Jung v. El Tinieblo International, Inc.,
C.A. No. 2021-0798 (Del. Ch. Oct. 31, 2022)

The defendants hired Jung to be the Chief Marketing Officer of a
tequila-importing business. The defendants also gave Jung a 2%
ownership interest in the underlying limited liability company
(LLC). The defendants terminated Jung’s contract six months
later but never bought out her 2% ownership interest. The
LLC’s members later caused their Delaware company to acquire
100% of the LLC’s interests. Jung sued the members, the LLC,
and the Delaware company for breach of contract and breach of
fiduciary duties.

The defendants moved to dismiss Jung’s fiduciary-duty
claims. First, the defendants argued the LLC was manager-managed
and, thus, the LLC members did not individually owe her fiduciary
duties. Members of a manager-managed LLC do not typically owe
fiduciary duties. The court analyzed the LLC’s operating
agreement. The operating agreement appointed a person as manager,
but only afforded that person the power to sign checks. The court
concluded the LLC’s operating agreement otherwise vested the
members with all management responsibility. The court allowed
Jung’s claims against the members to proceed. Second, the
court dismissed Jung’s claims against the LLC because the
company itself owed her no fiduciary duties. And third, the court
found the members’ Delaware company could have plausibly
aided and abetted the fiduciary-duty breach, so that claim
survived.

Key Takeaway: A threshold question for many
LLCs is whether they are member-managed or manager-managed.
Founders wanting to insulate themselves from fiduciary-duty claims
must clearly vest the LLC’s management with a manager in the
operating agreement. Otherwise, members remain exposed to
fiduciary-duty claims in Delaware.   

▪ Appraisal Action Challenges Discounted Cash Flow
Analysis and Yields Nearly Four Times Greater Valuation

Ramcell, Inc. v. Alltel Corporation, C.A.
No. 2019-0601 (Del. Ch. Oct. 31, 2022)

Appraisal proceedings give stockholders dissenting from a merger
the opportunity to receive a judicially determined fair value for
their shares of the company. In this case, the plaintiff challenged
a short-form merger under 8 Del. C. § 253 where its stock was
canceled and converted into the right to receive merger
consideration of $2,963 per share. The plaintiff filed a lawsuit
challenging that valuation.

Both parties agreed that the plaintiff’s shares should be
valued exclusively using a discounted cash flow approach, which
analyzes the value of a company as equal to the present value of
its projected future cash flows. However, the parties’
experts sharply disagreed over the inputs to the
discounted-cash-flow (DCF) model and how they should be calculated.
The experts’ valuations ranged from $5,000/share to over
$30,000/share. In a dense, 86-page opinion, the court analyzed all
relevant factors focused on (a) an estimate of future cash flows,
(b) the discount rate, (c) the future cash flow’s terminal
value, and (d) costs and interest.

The court concluded that the plaintiff’s per share fair
value was $11,464.57 as of the valuation date. The plaintiff was
awarded $1.7 million.

Key Takeaway:  The opinion is a must-read
for any business or consulting expert utilizing DCF for purposes of
valuation. The plaintiff’s wager that it was underpaid and
the decision to challenge the appraisal yielded it an additional
$8,500/share value.   

▪ Tortious Interference With Contract is Easier To Plead
Than Aiding and Abetting a Fiduciary Duty Breach

Atlantic NWI, LLC v. The Carlyle Group
Inc.
, C.A. No. 2021-0944 (Del. Ch. Oct. 31, 2022)

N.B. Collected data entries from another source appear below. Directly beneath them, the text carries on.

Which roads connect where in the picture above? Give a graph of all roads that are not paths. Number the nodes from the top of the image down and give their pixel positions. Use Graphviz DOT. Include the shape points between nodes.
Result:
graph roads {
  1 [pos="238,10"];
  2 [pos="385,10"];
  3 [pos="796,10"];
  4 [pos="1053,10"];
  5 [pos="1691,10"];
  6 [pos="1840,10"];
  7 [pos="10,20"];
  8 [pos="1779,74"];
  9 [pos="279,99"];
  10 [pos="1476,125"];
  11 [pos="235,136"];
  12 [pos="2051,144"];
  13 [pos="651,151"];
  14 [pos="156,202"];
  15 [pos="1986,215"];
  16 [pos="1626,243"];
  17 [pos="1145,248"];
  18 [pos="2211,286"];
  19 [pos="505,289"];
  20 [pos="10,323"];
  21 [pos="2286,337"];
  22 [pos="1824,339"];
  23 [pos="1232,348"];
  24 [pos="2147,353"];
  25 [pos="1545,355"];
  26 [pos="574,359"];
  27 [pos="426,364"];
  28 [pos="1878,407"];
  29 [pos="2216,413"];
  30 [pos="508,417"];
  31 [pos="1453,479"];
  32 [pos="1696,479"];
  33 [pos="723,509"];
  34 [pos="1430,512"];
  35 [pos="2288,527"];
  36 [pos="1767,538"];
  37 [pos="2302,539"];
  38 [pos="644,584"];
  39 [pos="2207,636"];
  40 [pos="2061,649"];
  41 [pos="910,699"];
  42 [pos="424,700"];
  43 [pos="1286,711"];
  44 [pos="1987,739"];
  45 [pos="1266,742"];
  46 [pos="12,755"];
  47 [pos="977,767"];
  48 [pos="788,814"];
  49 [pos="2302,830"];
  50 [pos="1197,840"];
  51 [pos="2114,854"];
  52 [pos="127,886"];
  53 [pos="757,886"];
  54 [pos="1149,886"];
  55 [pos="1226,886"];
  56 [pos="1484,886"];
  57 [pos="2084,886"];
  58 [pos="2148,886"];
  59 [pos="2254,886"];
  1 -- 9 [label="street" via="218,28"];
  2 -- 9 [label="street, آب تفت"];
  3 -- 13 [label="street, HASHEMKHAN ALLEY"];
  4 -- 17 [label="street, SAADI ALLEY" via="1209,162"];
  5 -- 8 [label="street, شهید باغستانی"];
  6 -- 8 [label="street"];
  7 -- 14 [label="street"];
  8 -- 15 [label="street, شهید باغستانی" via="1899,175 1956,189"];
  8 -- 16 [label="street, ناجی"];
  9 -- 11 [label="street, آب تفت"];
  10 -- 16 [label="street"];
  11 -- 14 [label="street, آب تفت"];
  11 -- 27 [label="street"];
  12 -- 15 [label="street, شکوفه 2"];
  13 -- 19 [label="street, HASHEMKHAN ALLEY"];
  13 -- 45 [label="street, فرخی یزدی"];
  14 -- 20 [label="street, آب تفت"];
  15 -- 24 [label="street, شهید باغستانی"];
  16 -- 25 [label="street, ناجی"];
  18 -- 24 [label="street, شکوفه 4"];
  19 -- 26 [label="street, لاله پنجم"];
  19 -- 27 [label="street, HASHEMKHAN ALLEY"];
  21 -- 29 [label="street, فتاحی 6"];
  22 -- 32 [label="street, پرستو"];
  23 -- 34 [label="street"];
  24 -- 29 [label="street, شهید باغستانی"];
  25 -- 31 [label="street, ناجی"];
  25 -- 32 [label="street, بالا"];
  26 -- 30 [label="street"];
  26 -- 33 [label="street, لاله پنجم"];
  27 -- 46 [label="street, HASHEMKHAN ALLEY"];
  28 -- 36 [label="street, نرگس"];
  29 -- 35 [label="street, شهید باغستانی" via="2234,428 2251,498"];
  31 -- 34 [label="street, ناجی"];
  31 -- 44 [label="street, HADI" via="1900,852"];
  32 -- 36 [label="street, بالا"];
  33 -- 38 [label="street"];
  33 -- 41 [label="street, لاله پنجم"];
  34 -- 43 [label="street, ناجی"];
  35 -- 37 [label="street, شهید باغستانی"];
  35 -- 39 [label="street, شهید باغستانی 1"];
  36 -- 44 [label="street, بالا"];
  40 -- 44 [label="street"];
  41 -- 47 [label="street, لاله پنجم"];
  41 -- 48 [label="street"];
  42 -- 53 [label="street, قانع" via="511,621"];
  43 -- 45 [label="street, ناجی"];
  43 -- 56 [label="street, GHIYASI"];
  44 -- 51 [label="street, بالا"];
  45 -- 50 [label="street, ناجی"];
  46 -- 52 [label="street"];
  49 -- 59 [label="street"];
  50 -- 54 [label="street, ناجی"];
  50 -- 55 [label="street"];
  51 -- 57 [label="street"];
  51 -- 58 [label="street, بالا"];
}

Atlantic NWI and REDCO formed a joint venture (JV) to pursue
real estate investment opportunities. Atlantic NWI later discovered
that REDCO was competing with the JV by offering investment
opportunities to Carlyle in ways that breached REDCO’s
contractual and fiduciary duties. Atlantic NWI settled its claims
against REDCO, then asserted third-party claims against Carlyle for
(a) tortious interference with the JV’s LLC agreement and (b)
aiding and abetting REDCO’s breach of fiduciary duty.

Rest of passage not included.